The compilers are however not smart enough to know when to use MMX or even SSE. And that is perhaps a good thing because not all processors support these instruction sets. The reason why the compiler don't know when to use MMX is that it isn't just a rearrangment of instructions to gain pipeline performance or using registers instead of memory. What the MMX instructions do is to pack several numbers into one register and then performing operations on all these numbers in parallell. It is not an easy task to automate just how these numbers should be combined in the registers, and that is why it is up to you to optimize for MMX. Some situations where you have a lot to gain by using MMX are when several instructions of the same type can operate in parallel. Examples for this are image processing, voice recognition, etc.

For example combining two images with blending is something that is highly parallell since each output pixels is processed in the exact same way only with different offsets. Programming this in C++ you would process each pixel one by one and a good compiler will be able to speed up the process by pipelining the processing so that the program processes two pixels at a time. With MMX you can write the program to process 4 pixels at once, and with some careful arrangement of instructions you can obtain the same pipelining and parallel execution as the C compiler, thus the CPU is able to process 8 pixels at the same time.

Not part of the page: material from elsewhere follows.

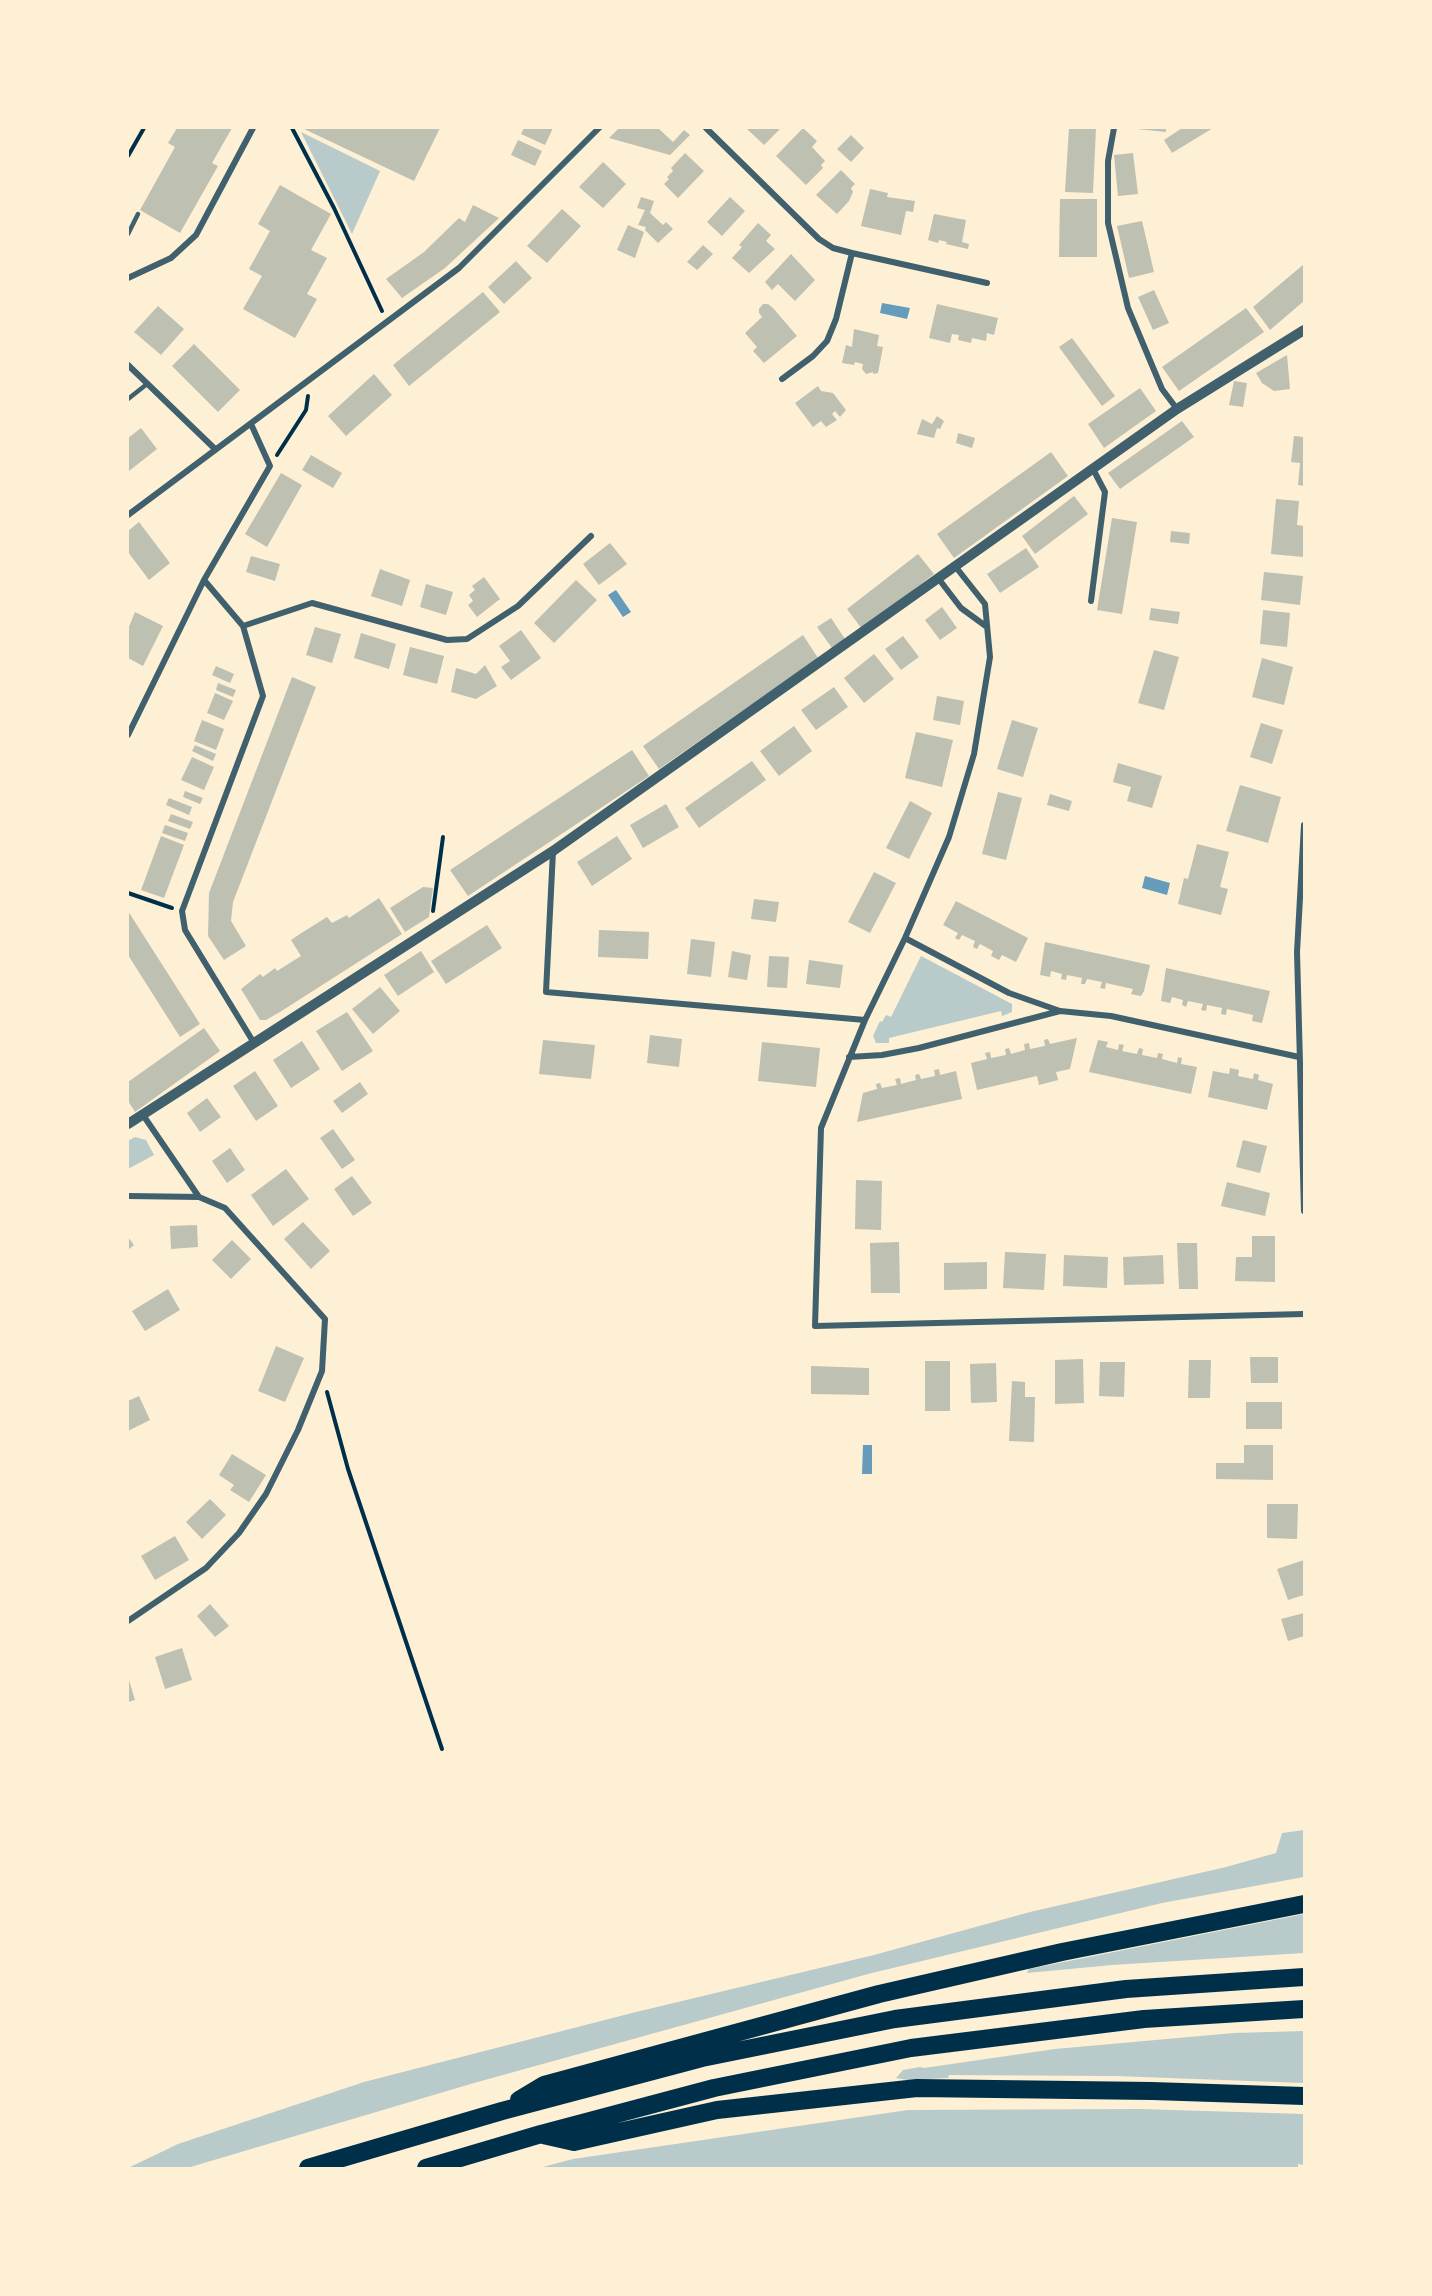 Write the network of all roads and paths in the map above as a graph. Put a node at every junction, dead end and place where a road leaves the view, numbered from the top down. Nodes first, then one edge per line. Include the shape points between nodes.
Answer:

In the example above you have a performance gain of 400%. Of course these numbers are very naive and in practice you will probably not reach these performance gains. This is because a simple add between 2 values needs only one instruction, but to compute 4 adds in parallel you will need to do some juggling of the values to move them into the registers for adding. An increase of 50% to 100% though shouldn't be too difficult to obtain.

Verifying availability of MMX

A complication of MMX is that not all processors support it. Trying to execute an MMX instruction on a CPU that doesn't support it leads to an Illegal Instruction Exception which most likely won't explain to the user why the program didn't work on his computer. Thus it's a good idea to check for support of MMX before using it.

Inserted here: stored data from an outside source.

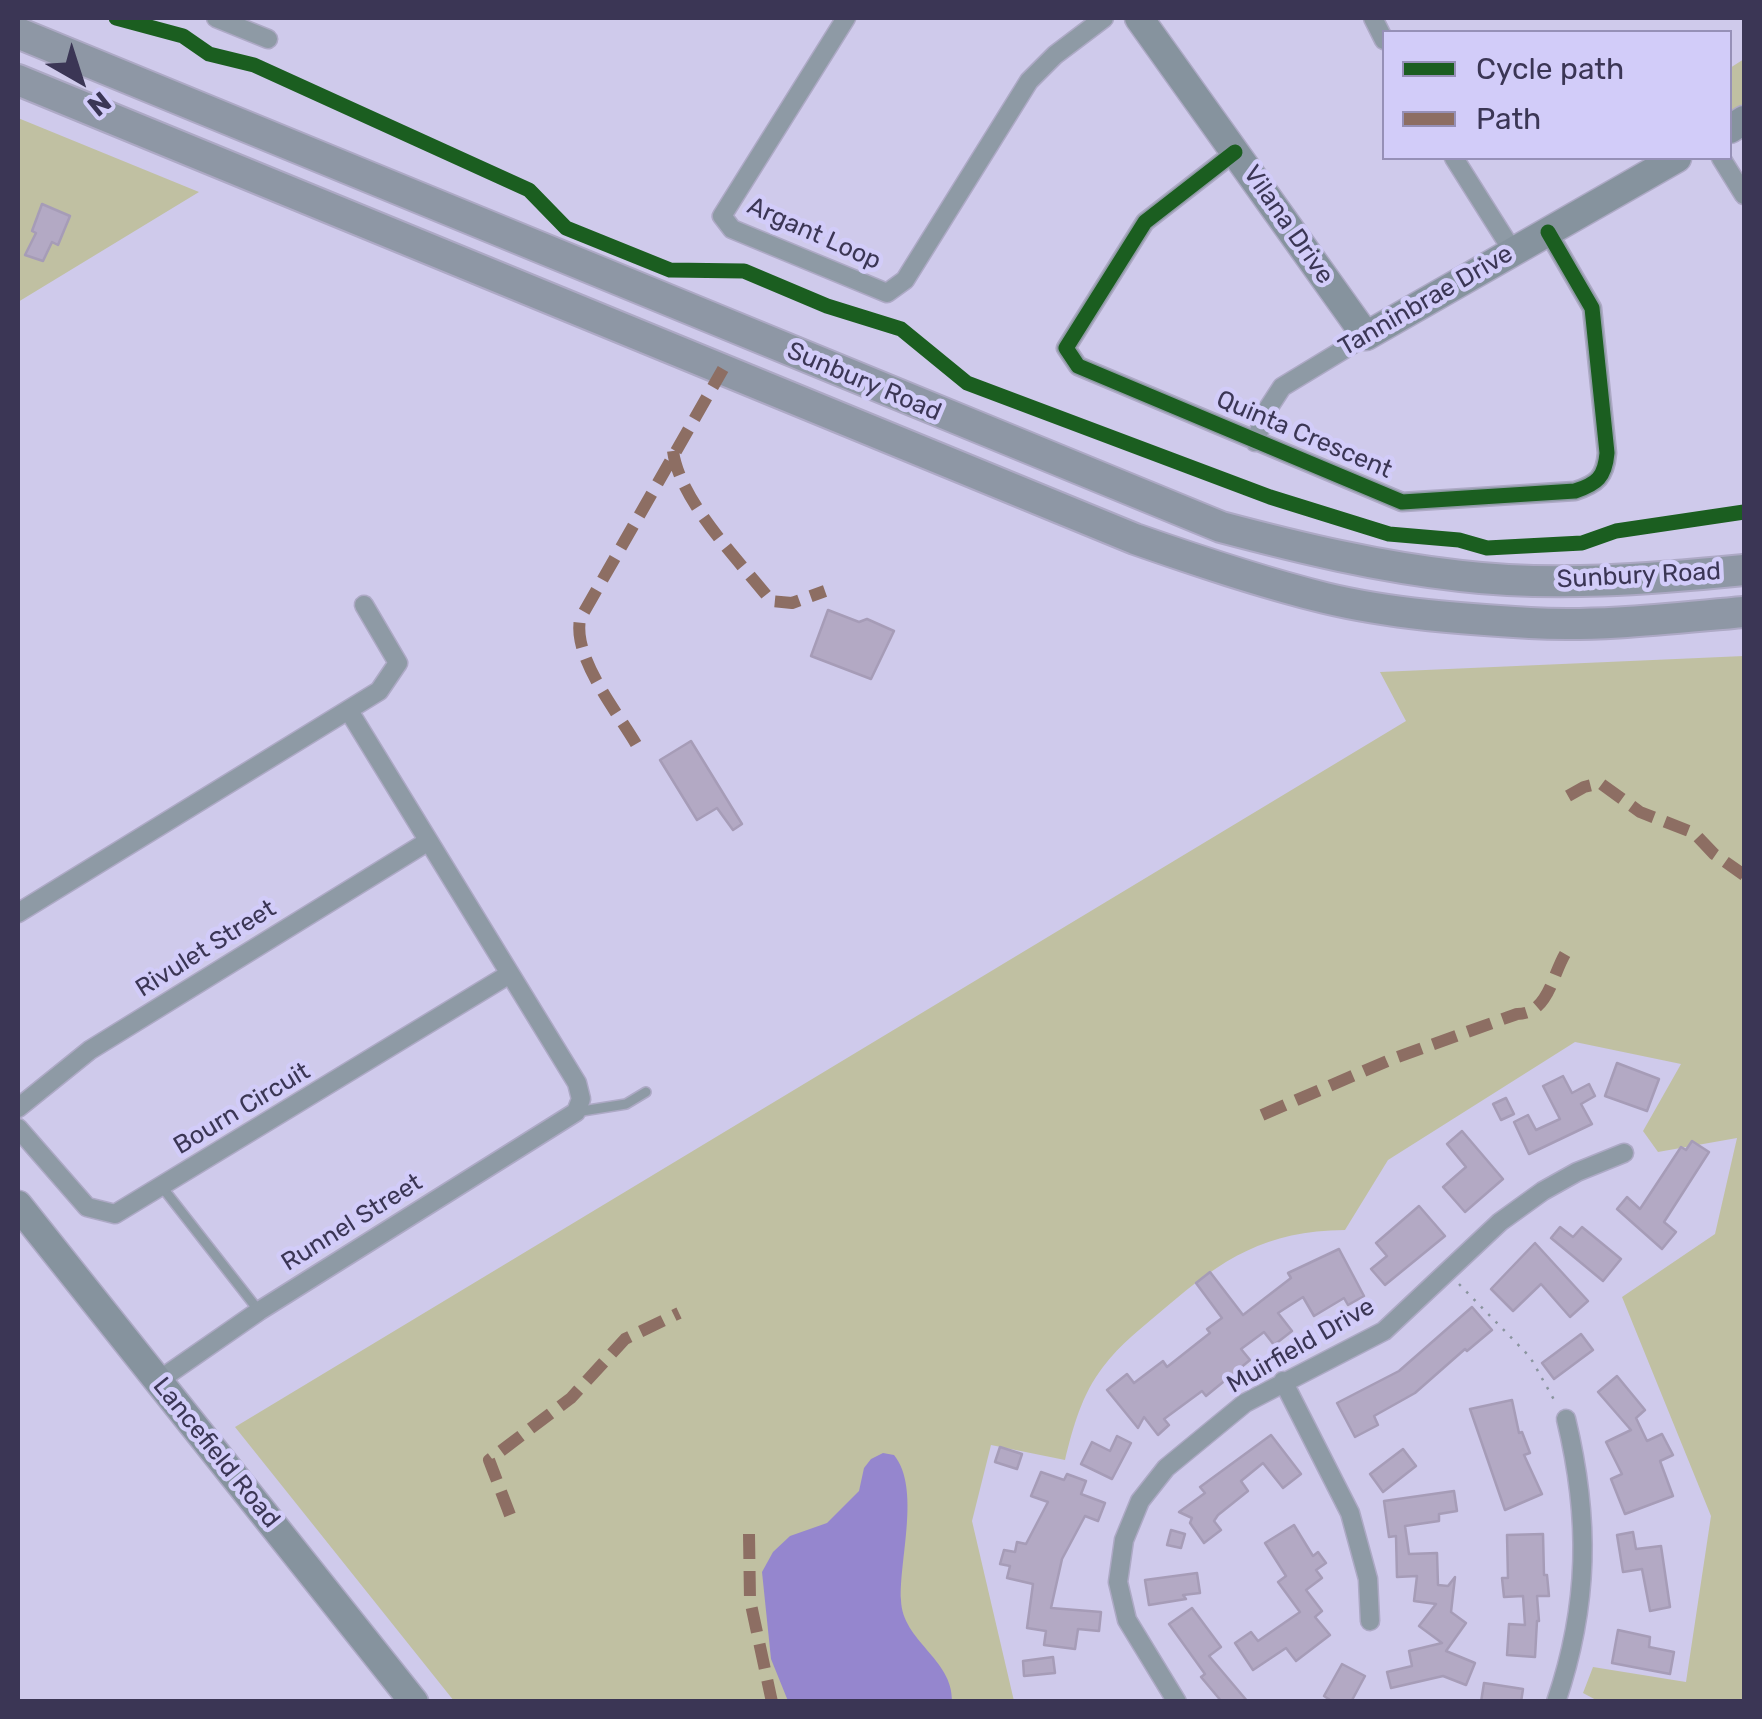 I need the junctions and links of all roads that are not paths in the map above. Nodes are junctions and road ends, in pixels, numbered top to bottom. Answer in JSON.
{"nodes":[{"id":1,"x":216,"y":18,"type":"edge"},
{"id":2,"x":846,"y":18,"type":"edge"},
{"id":3,"x":1104,"y":18,"type":"edge"},
{"id":4,"x":1139,"y":18,"type":"edge"},
{"id":5,"x":18,"y":33,"type":"edge"},
{"id":6,"x":268,"y":39,"type":"dead end"},
{"id":7,"x":18,"y":80,"type":"edge"},
{"id":8,"x":1235,"y":152,"type":"junction"},
{"id":9,"x":1455,"y":160,"type":"edge"},
{"id":10,"x":1672,"y":160,"type":"edge"},
{"id":11,"x":1722,"y":160,"type":"edge"},
{"id":12,"x":1744,"y":195,"type":"edge"},
{"id":13,"x":1548,"y":232,"type":"junction"},
{"id":14,"x":1512,"y":250,"type":"junction"},
{"id":15,"x":1366,"y":336,"type":"junction"},
{"id":16,"x":1255,"y":442,"type":"junction"},
{"id":17,"x":1744,"y":570,"type":"edge"},
{"id":18,"x":364,"y":605,"type":"dead end"},
{"id":19,"x":1744,"y":612,"type":"edge"},
{"id":20,"x":349,"y":711,"type":"junction"},
{"id":21,"x":428,"y":842,"type":"junction"},
{"id":22,"x":18,"y":913,"type":"edge"},
{"id":23,"x":508,"y":975,"type":"junction"},
{"id":24,"x":646,"y":1092,"type":"dead end"},
{"id":25,"x":18,"y":1108,"type":"edge"},
{"id":26,"x":576,"y":1112,"type":"junction"},
{"id":27,"x":18,"y":1128,"type":"edge"},
{"id":28,"x":1624,"y":1153,"type":"dead end"},
{"id":29,"x":161,"y":1187,"type":"junction"},
{"id":30,"x":18,"y":1205,"type":"edge"},
{"id":31,"x":259,"y":1311,"type":"junction"},
{"id":32,"x":158,"y":1381,"type":"junction"},
{"id":33,"x":1283,"y":1381,"type":"junction"},
{"id":34,"x":1566,"y":1419,"type":"road end"},
{"id":35,"x":1370,"y":1622,"type":"dead end"},
{"id":36,"x":414,"y":1702,"type":"edge"},
{"id":37,"x":1177,"y":1702,"type":"edge"},
{"id":38,"x":1556,"y":1702,"type":"edge"}],
"edges":[{"from":1,"to":6,"type":"street"},
{"from":2,"to":3,"type":"street","name":"Argant Loop"},
{"from":4,"to":8,"type":"street","name":"Vilana Drive"},
{"from":5,"to":17,"type":"main road","name":"Sunbury Road"},
{"from":7,"to":19,"type":"main road","name":"Sunbury Road"},
{"from":8,"to":15,"type":"street","name":"Vilana Drive"},
{"from":8,"to":16,"type":"street","name":"Quinta Crescent"},
{"from":9,"to":14,"type":"street"},
{"from":10,"to":13,"type":"street","name":"Tanninbrae Drive"},
{"from":11,"to":12,"type":"street"},
{"from":13,"to":14,"type":"street","name":"Tanninbrae Drive"},
{"from":13,"to":16,"type":"street","name":"Quinta Crescent"},
{"from":14,"to":15,"type":"street","name":"Tanninbrae Drive"},
{"from":15,"to":16,"type":"street","name":"Tanninbrae Drive"},
{"from":18,"to":20,"type":"street"},
{"from":20,"to":21,"type":"street"},
{"from":20,"to":22,"type":"street"},
{"from":21,"to":23,"type":"street"},
{"from":21,"to":25,"type":"street","name":"Rivulet Street"},
{"from":23,"to":26,"type":"street"},
{"from":23,"to":29,"type":"street","name":"Bourn Circuit"},
{"from":24,"to":26,"type":"lane","name":"Runnel Street"},
{"from":26,"to":31,"type":"street","name":"Runnel Street"},
{"from":27,"to":29,"type":"street","name":"Bourn Circuit"},
{"from":28,"to":33,"type":"street","name":"Muirfield Drive"},
{"from":29,"to":31,"type":"lane"},
{"from":30,"to":32,"type":"street","name":"Lancefield Road"},
{"from":31,"to":32,"type":"street","name":"Runnel Street"},
{"from":32,"to":36,"type":"street","name":"Lancefield Road"},
{"from":33,"to":35,"type":"street"},
{"from":33,"to":37,"type":"street","name":"Muirfield Drive"},
{"from":34,"to":38,"type":"street"}]}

The assembler instruction cpuid can be used on all processors, that follow the standard, for verifying support for MMX. By calling cpuid with EAX = 1 it returns a supported feature set, among other things, in the EDX register. If bit 23 in the EDX register is set after the call MMX is supported on the processor. Verifying support for the extended MMX instructions that where made available after the initial introduction is more complicated and may differ from processor to processor. For your convenience I've written a small assembler function that checks if the processor supports the standard MMX instructions set.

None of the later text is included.